A former colleague at Men's Health emailed me yesterday to give me a heads-up on this story, which appears in the magazine's November issue. The story is a reassessment of the dangers of saturated fat in our diets, as well as an endorsement of its substantial but rarely mentioned benefits.

The former coworker added: "Did you ever imagine a day when this would run in MH?"

Frankly, no. I remember too well the battles over how we should approach the paradigm shift in nutrition science and practice. MH, like every health and fitness magazine, was stuck on the low-fat, low-protein, high-carb treadmill. If someone did a search of the Rodale database for the phrase "artery-clogging saturated fat," I'd expect it to come up thousands of times.

Beyond cardiovascular effects, we regarded dietary fat as something that automatically produced love handles and double chins. I can remember editing a book and having to correct a researcher who used the words "fatty" and "fattening" interchangeably. I couldn't convince her that a human body could use fat for energy.

The MH story is a terrific roundup of what we know about saturated fat, and what we think we know that's been discredited. I recommend reading the entire thing. But because this is a blog, and the Blogger's Code requires that I use someone else's copyrighted material in every post, I'll highlight my favorite section:

Perhaps the apparent bias against saturated fat is most evident in studies on low-carbohydrate diets. Many versions of this approach are controversial because they place no limitations on saturated-fat intake. As a result, supporters of the diet-heart hypothesis have argued that low-carb diets will increase the risk of heart disease. But published research doesn't show this to be the case. When people on low-carb diets have been compared head-to-head with those on low-fat diets, the low-carb dieters typically scored significantly better on markers of heart disease, including small, dense LDL cholesterol, HDL/LDL ratio, and triglycerides, which are a measure of the amount of fat circulating in your blood.

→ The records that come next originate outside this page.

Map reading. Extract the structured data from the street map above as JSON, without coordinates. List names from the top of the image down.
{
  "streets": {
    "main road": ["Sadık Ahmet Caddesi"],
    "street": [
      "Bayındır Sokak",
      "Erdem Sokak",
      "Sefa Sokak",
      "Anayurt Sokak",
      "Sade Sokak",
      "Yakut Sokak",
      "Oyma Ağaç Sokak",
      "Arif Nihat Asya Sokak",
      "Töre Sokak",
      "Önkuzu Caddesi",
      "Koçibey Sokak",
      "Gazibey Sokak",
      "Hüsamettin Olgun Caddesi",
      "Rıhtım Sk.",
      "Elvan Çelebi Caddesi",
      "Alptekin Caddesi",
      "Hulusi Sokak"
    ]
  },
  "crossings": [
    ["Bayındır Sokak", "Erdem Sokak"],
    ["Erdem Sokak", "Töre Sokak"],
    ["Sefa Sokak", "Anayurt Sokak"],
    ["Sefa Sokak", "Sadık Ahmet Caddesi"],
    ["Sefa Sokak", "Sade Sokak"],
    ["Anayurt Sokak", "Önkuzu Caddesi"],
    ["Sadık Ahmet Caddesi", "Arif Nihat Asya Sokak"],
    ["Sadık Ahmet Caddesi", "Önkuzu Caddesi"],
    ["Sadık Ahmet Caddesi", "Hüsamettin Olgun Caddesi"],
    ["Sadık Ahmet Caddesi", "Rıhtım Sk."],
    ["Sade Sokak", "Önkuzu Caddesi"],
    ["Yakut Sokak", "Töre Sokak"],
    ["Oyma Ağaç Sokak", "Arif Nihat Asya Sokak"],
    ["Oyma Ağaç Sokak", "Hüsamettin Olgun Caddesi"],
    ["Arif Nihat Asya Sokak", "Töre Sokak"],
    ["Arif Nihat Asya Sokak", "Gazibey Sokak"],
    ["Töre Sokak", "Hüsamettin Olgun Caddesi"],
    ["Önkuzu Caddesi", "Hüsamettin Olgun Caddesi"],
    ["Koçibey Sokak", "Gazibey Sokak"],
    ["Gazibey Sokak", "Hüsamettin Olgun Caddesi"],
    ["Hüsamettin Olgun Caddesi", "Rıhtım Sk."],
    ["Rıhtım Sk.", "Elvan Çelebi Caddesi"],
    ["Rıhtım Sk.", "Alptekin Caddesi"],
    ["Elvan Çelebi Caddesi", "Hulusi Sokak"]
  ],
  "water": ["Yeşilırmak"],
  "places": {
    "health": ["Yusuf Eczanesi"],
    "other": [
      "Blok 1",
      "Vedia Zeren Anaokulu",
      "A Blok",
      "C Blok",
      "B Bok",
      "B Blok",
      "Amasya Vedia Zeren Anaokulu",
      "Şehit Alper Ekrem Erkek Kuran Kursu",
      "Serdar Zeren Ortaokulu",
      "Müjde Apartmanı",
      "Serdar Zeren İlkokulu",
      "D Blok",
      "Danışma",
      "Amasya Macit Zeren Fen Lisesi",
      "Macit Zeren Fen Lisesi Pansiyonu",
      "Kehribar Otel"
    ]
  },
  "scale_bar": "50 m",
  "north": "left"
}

For example, in a new 12-week study, University of Connecticut scientists placed overweight men and women on either a low-carb or low-fat diet. Those who followed the low-carb diet consumed 36 grams of saturated fat per day (22 percent of total calories), which represented more than three times the amount in the low-fat diet. Yet despite this considerably greater intake of saturated fat, the low-carb dieters reduced both their number of small, dense LDL cholesterol and their HDL/LDL ratio to a greater degree than those who ate a low-fat diet. In addition, triglycerides decreased by 51 percent in the low-carb group -- compared with 19 percent in the low-fat group.

As it happens, I have records of fasted blood work taken in July 2000, right before I switched from a low-fat diet to the balanced-macronutrient diet we used in Testosterone Advantage Plan. I also had fasted blood work in December 2005, when I applied for a new life-insurance policy.

In those 5+ years of eating a higher-fat, lower-carb diet, my total cholesterol went up from 161 to 198. But because my HDL went up from 49 to 62, I improved my ratio of HDL to LDL by a fraction. My triglycerides went down from 83 to 71, and the amount of glucose in my blood stayed exactly the same, at 94.

Everything else on the second test -- from "albumin" to "uric acid" -- was right in the middle of the "expected value" range. (My previous blood work didn't measure those things, so I can't compare.)

I know my results present a sample size of one, and aren't meaningful to anyone but me. And I don't really eat all that much saturated fat -- more than I did in 2000, certainly, but I'm not exactly snacking on sticks of butter. Still, they are a straight apples-to-apples comparison of my blood fats on two different types of nutrition plans, the second of which has more fat and protein and less carbohydrate.

So all I can say for sure is that the switch works for me. You? Comments are open, and operators are standing by.

Thursday blog meat

  • This report caught me by surprise. I'm not sure what to think of it.
  • Andrew Heffernan ruminates on the bench press -- specifically, whether or not to share his personal best in the lift. I had the same dilemma in New Rules of Lifting. Do I tell readers how much I've struggled to increase my strength on the powerlifts, and risk diminishing myself as a source of useful and trustworthy information? Or do I give up the digits, and hope readers will empathize with the plight of a guy who worked long and hard to get stronger, even if I never actually got "strong" by fitness-pro standards? Like Andrew, I generally default to full disclosure, although Andrew's full disclosure is a lot more nuanced than mine. Click the link to see what I mean.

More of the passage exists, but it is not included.